Instructions for the task: The records are given next. Repeat each one exactly.

Supplied material:
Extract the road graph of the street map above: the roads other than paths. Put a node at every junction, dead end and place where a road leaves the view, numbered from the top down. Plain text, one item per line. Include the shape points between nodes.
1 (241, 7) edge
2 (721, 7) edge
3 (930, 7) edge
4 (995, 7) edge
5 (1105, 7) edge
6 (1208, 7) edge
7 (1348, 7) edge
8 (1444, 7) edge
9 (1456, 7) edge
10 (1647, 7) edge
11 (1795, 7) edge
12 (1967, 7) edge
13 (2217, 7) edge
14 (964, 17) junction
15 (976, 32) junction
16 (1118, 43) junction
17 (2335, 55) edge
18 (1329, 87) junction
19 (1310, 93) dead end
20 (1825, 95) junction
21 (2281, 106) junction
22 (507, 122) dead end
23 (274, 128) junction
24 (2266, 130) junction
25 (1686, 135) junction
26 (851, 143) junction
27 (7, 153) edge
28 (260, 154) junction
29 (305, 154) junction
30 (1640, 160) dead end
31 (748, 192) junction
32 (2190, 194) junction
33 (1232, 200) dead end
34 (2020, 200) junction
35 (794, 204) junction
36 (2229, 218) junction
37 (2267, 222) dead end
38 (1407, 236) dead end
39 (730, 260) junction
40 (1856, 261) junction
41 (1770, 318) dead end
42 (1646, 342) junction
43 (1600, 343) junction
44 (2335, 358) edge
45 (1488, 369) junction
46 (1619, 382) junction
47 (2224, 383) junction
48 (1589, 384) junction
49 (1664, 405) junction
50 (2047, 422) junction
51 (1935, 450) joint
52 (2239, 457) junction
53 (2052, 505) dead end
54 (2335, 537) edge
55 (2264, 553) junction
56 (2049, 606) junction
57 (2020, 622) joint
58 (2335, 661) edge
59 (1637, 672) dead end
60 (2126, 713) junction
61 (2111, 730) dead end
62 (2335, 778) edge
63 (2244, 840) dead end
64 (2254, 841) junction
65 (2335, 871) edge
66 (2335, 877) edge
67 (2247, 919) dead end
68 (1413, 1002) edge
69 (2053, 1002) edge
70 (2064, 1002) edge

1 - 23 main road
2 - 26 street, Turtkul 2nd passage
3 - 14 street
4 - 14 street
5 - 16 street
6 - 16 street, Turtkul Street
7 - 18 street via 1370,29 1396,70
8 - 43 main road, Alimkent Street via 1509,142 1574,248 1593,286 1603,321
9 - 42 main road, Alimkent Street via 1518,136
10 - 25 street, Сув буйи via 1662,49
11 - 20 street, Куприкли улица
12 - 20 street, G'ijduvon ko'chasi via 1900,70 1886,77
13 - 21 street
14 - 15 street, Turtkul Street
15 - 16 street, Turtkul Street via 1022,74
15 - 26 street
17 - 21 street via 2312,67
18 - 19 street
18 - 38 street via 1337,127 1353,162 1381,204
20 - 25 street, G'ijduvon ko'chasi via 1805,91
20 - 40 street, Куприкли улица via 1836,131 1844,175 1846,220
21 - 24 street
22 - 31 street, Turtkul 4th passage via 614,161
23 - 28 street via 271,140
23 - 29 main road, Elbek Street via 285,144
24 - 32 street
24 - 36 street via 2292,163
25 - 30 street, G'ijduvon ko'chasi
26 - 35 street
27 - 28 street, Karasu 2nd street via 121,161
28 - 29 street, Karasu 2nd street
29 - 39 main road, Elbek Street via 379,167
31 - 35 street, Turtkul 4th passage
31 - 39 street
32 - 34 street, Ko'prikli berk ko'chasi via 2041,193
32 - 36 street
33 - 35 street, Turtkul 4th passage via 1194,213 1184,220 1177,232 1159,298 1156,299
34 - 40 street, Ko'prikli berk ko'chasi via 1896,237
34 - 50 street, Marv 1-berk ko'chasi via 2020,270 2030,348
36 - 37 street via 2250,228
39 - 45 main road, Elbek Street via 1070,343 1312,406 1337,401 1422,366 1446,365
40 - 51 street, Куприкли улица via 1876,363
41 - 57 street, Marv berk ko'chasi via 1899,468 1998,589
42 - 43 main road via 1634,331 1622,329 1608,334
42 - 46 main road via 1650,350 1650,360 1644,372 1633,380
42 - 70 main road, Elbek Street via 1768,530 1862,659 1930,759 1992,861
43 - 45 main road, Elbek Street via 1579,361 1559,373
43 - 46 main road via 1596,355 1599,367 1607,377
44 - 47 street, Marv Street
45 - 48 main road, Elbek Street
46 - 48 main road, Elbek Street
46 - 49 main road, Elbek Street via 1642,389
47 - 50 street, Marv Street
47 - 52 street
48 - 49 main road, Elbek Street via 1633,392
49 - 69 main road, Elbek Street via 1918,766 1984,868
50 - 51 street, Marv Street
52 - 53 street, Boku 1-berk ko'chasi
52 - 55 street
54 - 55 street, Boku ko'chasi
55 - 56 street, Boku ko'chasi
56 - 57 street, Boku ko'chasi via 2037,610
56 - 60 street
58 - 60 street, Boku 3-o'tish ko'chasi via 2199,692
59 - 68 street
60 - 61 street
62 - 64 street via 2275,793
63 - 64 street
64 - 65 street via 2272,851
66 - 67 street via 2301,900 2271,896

Solution to the exercise:
Extract the road graph of the street map above: the roads other than paths. Put a node at every junction, dead end and place where a road leaves the view, numbered from the top down. Plain text, one item per line. Include the shape points between nodes.
1 (241, 7) edge
2 (721, 7) edge
3 (930, 7) edge
4 (995, 7) edge
5 (1105, 7) edge
6 (1208, 7) edge
7 (1348, 7) edge
8 (1444, 7) edge
9 (1456, 7) edge
10 (1647, 7) edge
11 (1795, 7) edge
12 (1967, 7) edge
13 (2217, 7) edge
14 (964, 17) junction
15 (976, 32) junction
16 (1118, 43) junction
17 (2335, 55) edge
18 (1329, 87) junction
19 (1310, 93) dead end
20 (1825, 95) junction
21 (2281, 106) junction
22 (507, 122) dead end
23 (274, 128) junction
24 (2266, 130) junction
25 (1686, 135) junction
26 (851, 143) junction
27 (7, 153) edge
28 (260, 154) junction
29 (305, 154) junction
30 (1640, 160) dead end
31 (748, 192) junction
32 (2190, 194) junction
33 (1232, 200) dead end
34 (2020, 200) junction
35 (794, 204) junction
36 (2229, 218) junction
37 (2267, 222) dead end
38 (1407, 236) dead end
39 (730, 260) junction
40 (1856, 261) junction
41 (1770, 318) dead end
42 (1646, 342) junction
43 (1600, 343) junction
44 (2335, 358) edge
45 (1488, 369) junction
46 (1619, 382) junction
47 (2224, 383) junction
48 (1589, 384) junction
49 (1664, 405) junction
50 (2047, 422) junction
51 (1935, 450) joint
52 (2239, 457) junction
53 (2052, 505) dead end
54 (2335, 537) edge
55 (2264, 553) junction
56 (2049, 606) junction
57 (2020, 622) joint
58 (2335, 661) edge
59 (1637, 672) dead end
60 (2126, 713) junction
61 (2111, 730) dead end
62 (2335, 778) edge
63 (2244, 840) dead end
64 (2254, 841) junction
65 (2335, 871) edge
66 (2335, 877) edge
67 (2247, 919) dead end
68 (1413, 1002) edge
69 (2053, 1002) edge
70 (2064, 1002) edge

1 - 23 main road
2 - 26 street, Turtkul 2nd passage
3 - 14 street
4 - 14 street
5 - 16 street
6 - 16 street, Turtkul Street
7 - 18 street via 1370,29 1396,70
8 - 43 main road, Alimkent Street via 1509,142 1574,248 1593,286 1603,321
9 - 42 main road, Alimkent Street via 1518,136
10 - 25 street, Сув буйи via 1662,49
11 - 20 street, Куприкли улица
12 - 20 street, G'ijduvon ko'chasi via 1900,70 1886,77
13 - 21 street
14 - 15 street, Turtkul Street
15 - 16 street, Turtkul Street via 1022,74
15 - 26 street
17 - 21 street via 2312,67
18 - 19 street
18 - 38 street via 1337,127 1353,162 1381,204
20 - 25 street, G'ijduvon ko'chasi via 1805,91
20 - 40 street, Куприкли улица via 1836,131 1844,175 1846,220
21 - 24 street
22 - 31 street, Turtkul 4th passage via 614,161
23 - 28 street via 271,140
23 - 29 main road, Elbek Street via 285,144
24 - 32 street
24 - 36 street via 2292,163
25 - 30 street, G'ijduvon ko'chasi
26 - 35 street
27 - 28 street, Karasu 2nd street via 121,161
28 - 29 street, Karasu 2nd street
29 - 39 main road, Elbek Street via 379,167
31 - 35 street, Turtkul 4th passage
31 - 39 street
32 - 34 street, Ko'prikli berk ko'chasi via 2041,193
32 - 36 street
33 - 35 street, Turtkul 4th passage via 1194,213 1184,220 1177,232 1159,298 1156,299
34 - 40 street, Ko'prikli berk ko'chasi via 1896,237
34 - 50 street, Marv 1-berk ko'chasi via 2020,270 2030,348
36 - 37 street via 2250,228
39 - 45 main road, Elbek Street via 1070,343 1312,406 1337,401 1422,366 1446,365
40 - 51 street, Куприкли улица via 1876,363
41 - 57 street, Marv berk ko'chasi via 1899,468 1998,589
42 - 43 main road via 1634,331 1622,329 1608,334
42 - 46 main road via 1650,350 1650,360 1644,372 1633,380
42 - 70 main road, Elbek Street via 1768,530 1862,659 1930,759 1992,861
43 - 45 main road, Elbek Street via 1579,361 1559,373
43 - 46 main road via 1596,355 1599,367 1607,377
44 - 47 street, Marv Street
45 - 48 main road, Elbek Street
46 - 48 main road, Elbek Street
46 - 49 main road, Elbek Street via 1642,389
47 - 50 street, Marv Street
47 - 52 street
48 - 49 main road, Elbek Street via 1633,392
49 - 69 main road, Elbek Street via 1918,766 1984,868
50 - 51 street, Marv Street
52 - 53 street, Boku 1-berk ko'chasi
52 - 55 street
54 - 55 street, Boku ko'chasi
55 - 56 street, Boku ko'chasi
56 - 57 street, Boku ko'chasi via 2037,610
56 - 60 street
58 - 60 street, Boku 3-o'tish ko'chasi via 2199,692
59 - 68 street
60 - 61 street
62 - 64 street via 2275,793
63 - 64 street
64 - 65 street via 2272,851
66 - 67 street via 2301,900 2271,896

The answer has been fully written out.